Exercise objective: Every line of the following records that includes "road" should be copied.

Collected data entries
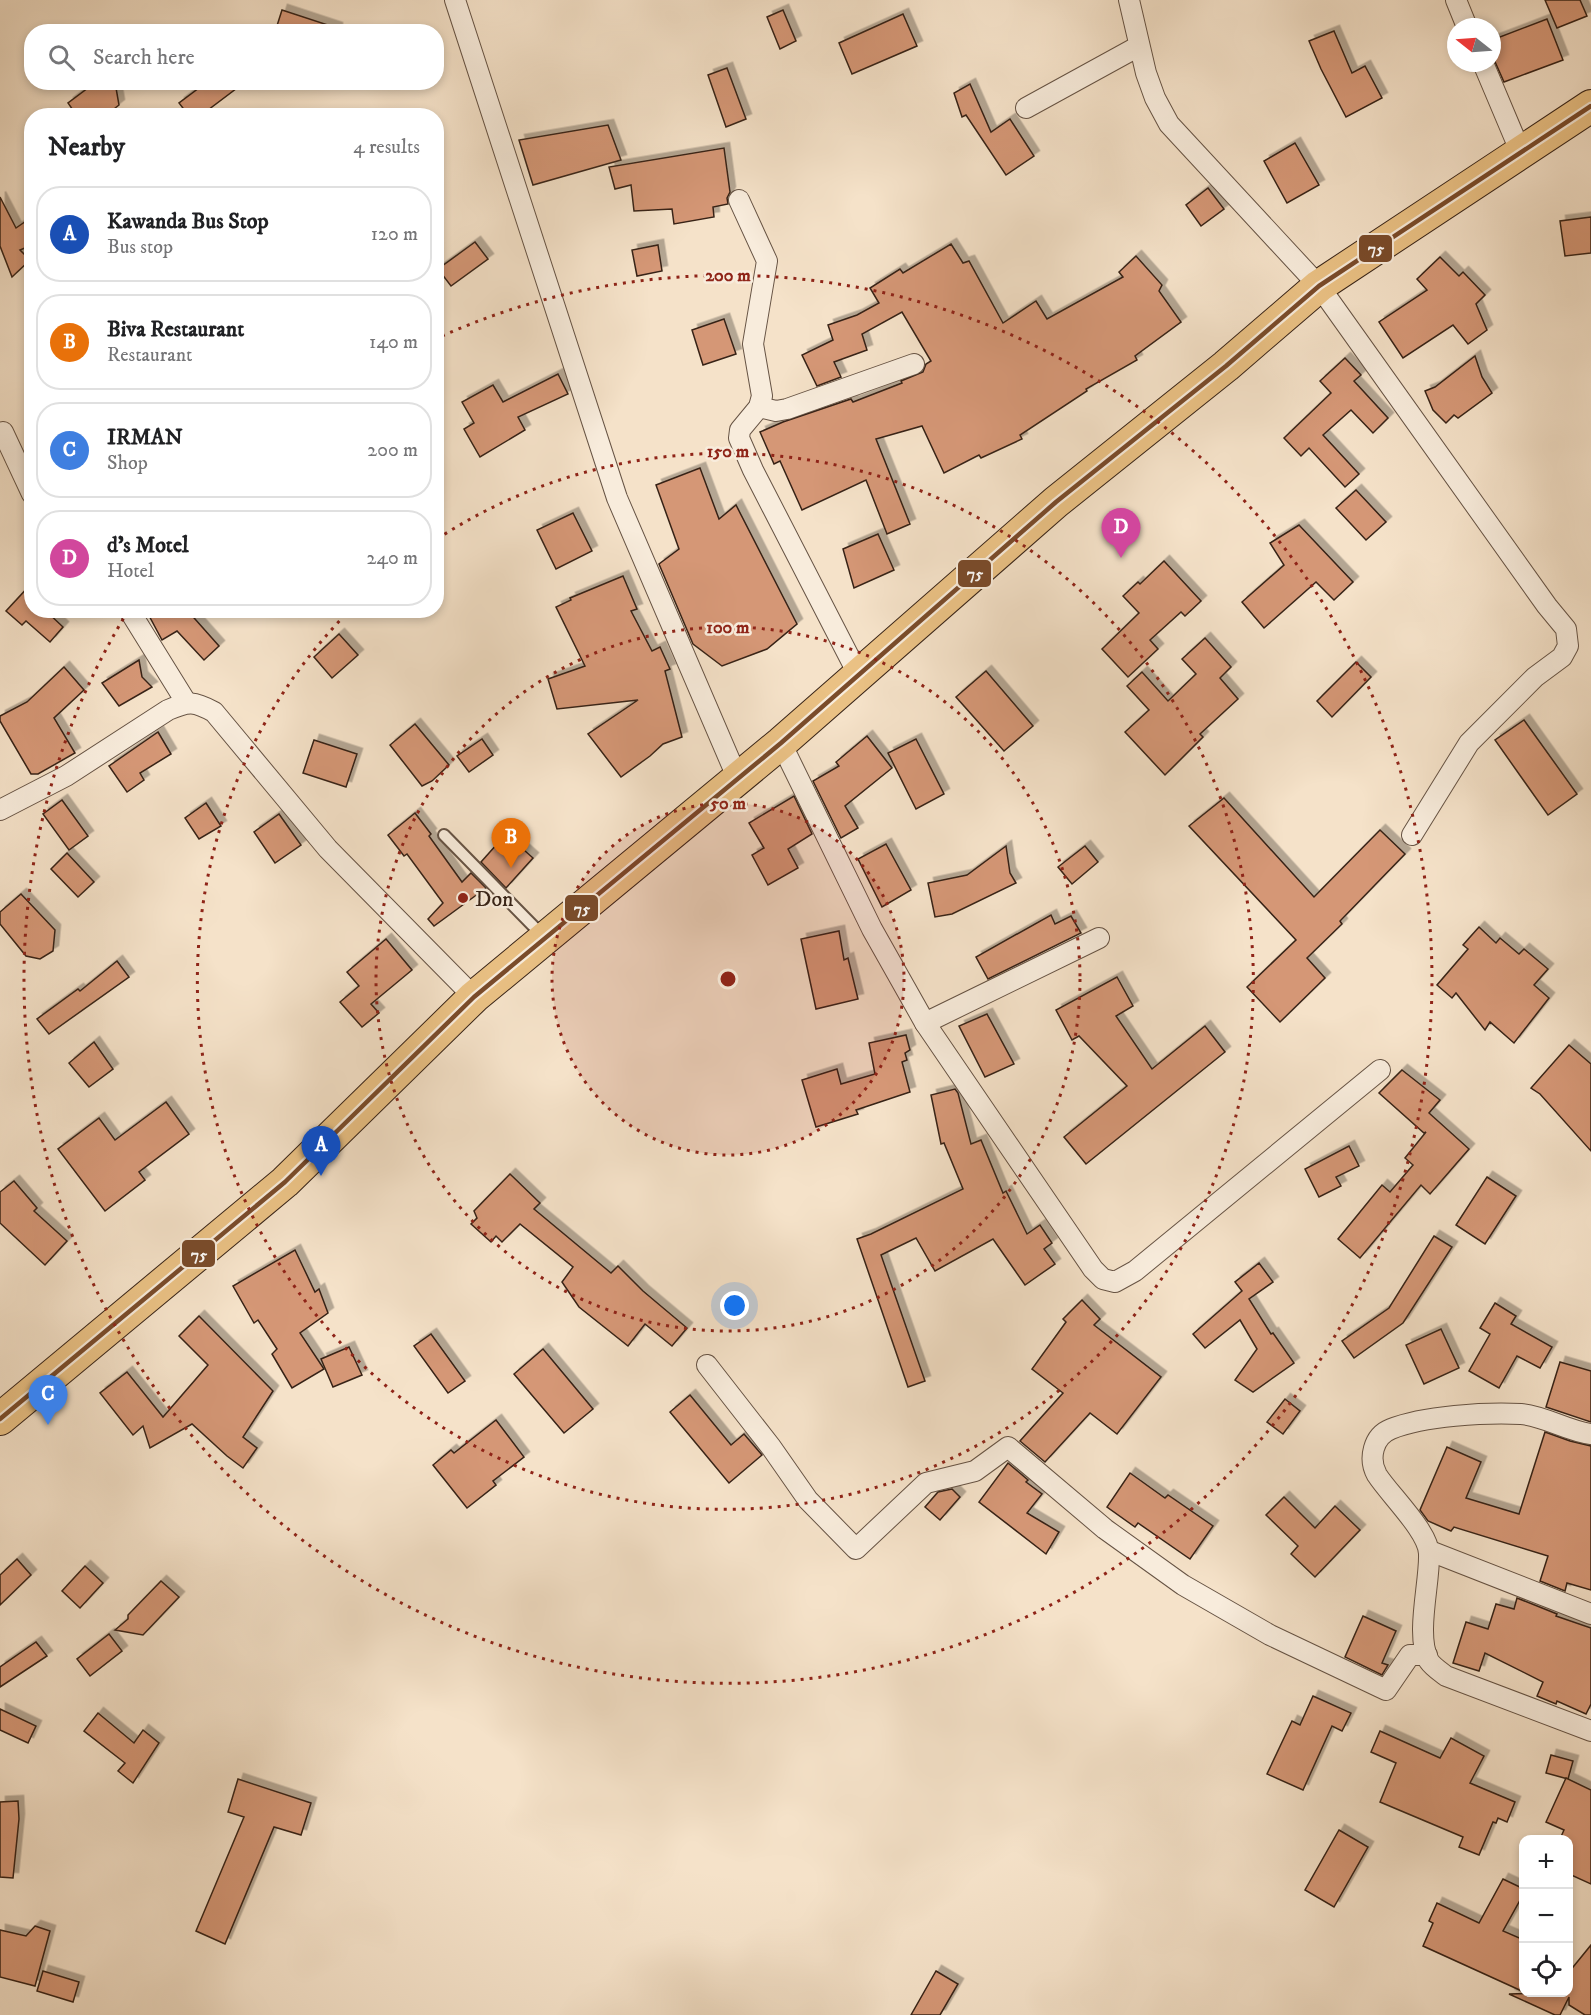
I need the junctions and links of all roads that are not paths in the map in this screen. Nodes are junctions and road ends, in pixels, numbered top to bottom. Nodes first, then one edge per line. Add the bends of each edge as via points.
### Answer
1 (455, 0) edge
2 (1129, 0) edge
3 (1456, 0) edge
4 (1463, 18) edge
5 (1139, 46) junction
6 (1487, 72) edge
7 (1591, 106) edge
8 (1026, 108) dead end
9 (1521, 153) junction
10 (739, 200) dead end
11 (1318, 286) junction
12 (915, 364) dead end
13 (759, 407) junction
14 (3, 432) dead end
15 (24, 477) edge
16 (134, 618) edge
17 (858, 674) junction
18 (186, 702) junction
19 (781, 743) junction
20 (737, 777) junction
21 (0, 810) edge
22 (444, 835) dead end
23 (1412, 835) dead end
24 (545, 938) junction
25 (1099, 938) dead end
26 (474, 997) junction
27 (925, 1023) junction
28 (1380, 1070) dead end
29 (707, 1365) dead end
30 (0, 1419) edge
31 (1591, 1434) edge
32 (1430, 1551) junction
33 (1591, 1614) edge
34 (1427, 1654) junction
35 (1591, 1731) edge

1 - 20 street via 617,498
2 - 5 street
3 - 4 street
5 - 8 street
5 - 11 street via 1152,90 1169,124
6 - 9 street
7 - 9 main road
9 - 11 main road
10 - 13 street via 767,261 753,344 761,383
11 - 17 main road via 1227,366 1056,502
11 - 23 street via 1566,629 1568,646 1562,657 1535,677 1469,743
12 - 13 street via 787,409
13 - 17 street via 740,430 742,449
14 - 15 street
16 - 18 street
17 - 19 main road
18 - 21 street via 66,776
18 - 26 street via 214,712 328,849
19 - 20 main road
19 - 27 street via 872,929
20 - 24 main road
22 - 24 lane
24 - 26 main road
25 - 27 street
26 - 30 main road via 285,1182
27 - 28 street via 1093,1269 1103,1279 1115,1282 1135,1271
29 - 34 street via 808,1500 856,1549 926,1483 975,1471 1008,1448 1106,1529 1183,1585 1270,1635 1386,1690 1410,1655
31 - 32 street via 1522,1414 1425,1419 1389,1430 1375,1442 1372,1457 1376,1473 1422,1534
32 - 33 street
32 - 34 street via 1423,1645
34 - 35 street via 1430,1663 1446,1676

Answer for this exercise:
I need the junctions and links of all roads that are not paths in the map in this screen. Nodes are junctions and road ends, in pixels, numbered top to bottom. Nodes first, then one edge per line. Add the bends of each edge as via points.
7 - 9 main road
9 - 11 main road
11 - 17 main road via 1227,366 1056,502
17 - 19 main road
19 - 20 main road
20 - 24 main road
24 - 26 main road
26 - 30 main road via 285,1182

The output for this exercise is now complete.